# [INFORMATION GIVEN]
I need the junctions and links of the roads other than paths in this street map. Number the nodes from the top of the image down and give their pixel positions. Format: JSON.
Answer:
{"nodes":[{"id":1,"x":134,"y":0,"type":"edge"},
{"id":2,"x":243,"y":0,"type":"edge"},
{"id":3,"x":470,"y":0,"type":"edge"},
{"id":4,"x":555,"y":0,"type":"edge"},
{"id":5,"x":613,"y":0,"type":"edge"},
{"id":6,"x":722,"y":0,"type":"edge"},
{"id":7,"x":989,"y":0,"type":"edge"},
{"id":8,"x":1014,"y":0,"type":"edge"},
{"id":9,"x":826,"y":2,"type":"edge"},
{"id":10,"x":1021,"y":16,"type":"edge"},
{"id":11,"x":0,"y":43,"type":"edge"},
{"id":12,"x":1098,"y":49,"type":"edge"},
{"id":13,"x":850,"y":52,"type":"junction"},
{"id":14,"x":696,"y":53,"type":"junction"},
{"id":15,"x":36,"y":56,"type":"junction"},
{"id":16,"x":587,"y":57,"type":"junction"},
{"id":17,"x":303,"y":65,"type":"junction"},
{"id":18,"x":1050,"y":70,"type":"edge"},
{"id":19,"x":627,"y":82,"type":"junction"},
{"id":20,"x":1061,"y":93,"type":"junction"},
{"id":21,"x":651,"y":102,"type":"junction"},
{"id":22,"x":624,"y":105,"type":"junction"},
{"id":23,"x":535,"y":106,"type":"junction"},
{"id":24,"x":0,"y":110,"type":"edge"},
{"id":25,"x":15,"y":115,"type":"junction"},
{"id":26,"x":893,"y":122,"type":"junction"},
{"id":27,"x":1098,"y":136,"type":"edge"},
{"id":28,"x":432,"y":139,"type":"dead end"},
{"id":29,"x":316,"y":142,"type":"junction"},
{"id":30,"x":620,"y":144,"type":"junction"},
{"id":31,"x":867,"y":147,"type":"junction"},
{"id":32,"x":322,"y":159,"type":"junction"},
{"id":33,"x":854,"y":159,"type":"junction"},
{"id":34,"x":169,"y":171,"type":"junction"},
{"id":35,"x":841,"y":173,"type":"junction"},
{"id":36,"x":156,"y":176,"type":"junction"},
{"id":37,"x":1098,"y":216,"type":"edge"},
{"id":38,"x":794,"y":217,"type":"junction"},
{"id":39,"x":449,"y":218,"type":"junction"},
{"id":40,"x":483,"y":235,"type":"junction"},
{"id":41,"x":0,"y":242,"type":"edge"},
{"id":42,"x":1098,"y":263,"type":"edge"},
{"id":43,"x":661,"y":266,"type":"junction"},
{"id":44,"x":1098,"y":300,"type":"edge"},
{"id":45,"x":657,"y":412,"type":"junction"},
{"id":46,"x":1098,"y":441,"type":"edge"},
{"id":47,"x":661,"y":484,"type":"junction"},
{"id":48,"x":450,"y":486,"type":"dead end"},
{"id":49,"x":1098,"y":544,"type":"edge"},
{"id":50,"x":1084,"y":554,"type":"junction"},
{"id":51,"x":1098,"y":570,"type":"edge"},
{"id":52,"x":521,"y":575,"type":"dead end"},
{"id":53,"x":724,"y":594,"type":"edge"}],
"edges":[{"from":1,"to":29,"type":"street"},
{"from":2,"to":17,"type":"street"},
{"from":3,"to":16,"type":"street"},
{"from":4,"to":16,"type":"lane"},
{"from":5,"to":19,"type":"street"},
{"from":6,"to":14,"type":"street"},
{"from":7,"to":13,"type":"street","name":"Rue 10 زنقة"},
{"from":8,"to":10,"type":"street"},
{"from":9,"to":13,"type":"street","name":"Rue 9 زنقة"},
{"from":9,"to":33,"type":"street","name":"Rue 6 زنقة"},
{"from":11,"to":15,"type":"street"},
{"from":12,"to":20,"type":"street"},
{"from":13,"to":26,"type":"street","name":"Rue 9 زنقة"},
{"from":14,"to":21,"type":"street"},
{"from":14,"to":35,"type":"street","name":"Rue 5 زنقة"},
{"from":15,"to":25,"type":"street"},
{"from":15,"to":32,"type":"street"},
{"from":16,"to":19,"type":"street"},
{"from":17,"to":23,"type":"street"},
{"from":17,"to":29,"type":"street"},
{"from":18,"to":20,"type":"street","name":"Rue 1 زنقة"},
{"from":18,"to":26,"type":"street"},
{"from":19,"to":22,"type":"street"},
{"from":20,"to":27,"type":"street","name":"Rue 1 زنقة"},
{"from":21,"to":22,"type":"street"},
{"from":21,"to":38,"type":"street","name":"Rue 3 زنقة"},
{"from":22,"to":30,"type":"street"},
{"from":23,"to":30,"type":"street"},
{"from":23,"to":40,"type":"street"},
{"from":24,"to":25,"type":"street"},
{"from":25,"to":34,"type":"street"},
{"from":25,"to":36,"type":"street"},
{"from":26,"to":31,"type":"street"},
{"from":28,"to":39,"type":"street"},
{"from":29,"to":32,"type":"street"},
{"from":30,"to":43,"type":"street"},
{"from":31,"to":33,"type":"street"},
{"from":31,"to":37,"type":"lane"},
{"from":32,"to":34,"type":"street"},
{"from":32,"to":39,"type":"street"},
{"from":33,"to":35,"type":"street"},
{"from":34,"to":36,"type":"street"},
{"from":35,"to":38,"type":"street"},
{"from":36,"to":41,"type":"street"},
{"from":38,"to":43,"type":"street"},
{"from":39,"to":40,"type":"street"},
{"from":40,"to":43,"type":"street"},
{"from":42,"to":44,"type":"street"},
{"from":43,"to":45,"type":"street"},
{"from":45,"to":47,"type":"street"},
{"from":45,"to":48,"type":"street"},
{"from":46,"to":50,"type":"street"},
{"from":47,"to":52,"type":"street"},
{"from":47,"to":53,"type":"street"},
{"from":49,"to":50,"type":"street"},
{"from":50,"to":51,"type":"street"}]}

# [DESCRIPTION OF THE TASK]
The job is to copy each line from the material above that holds the word "dead".

# [SOLVED EXERCISE]
{"id":28,"x":432,"y":139,"type":"dead end"},
{"id":48,"x":450,"y":486,"type":"dead end"},
{"id":52,"x":521,"y":575,"type":"dead end"},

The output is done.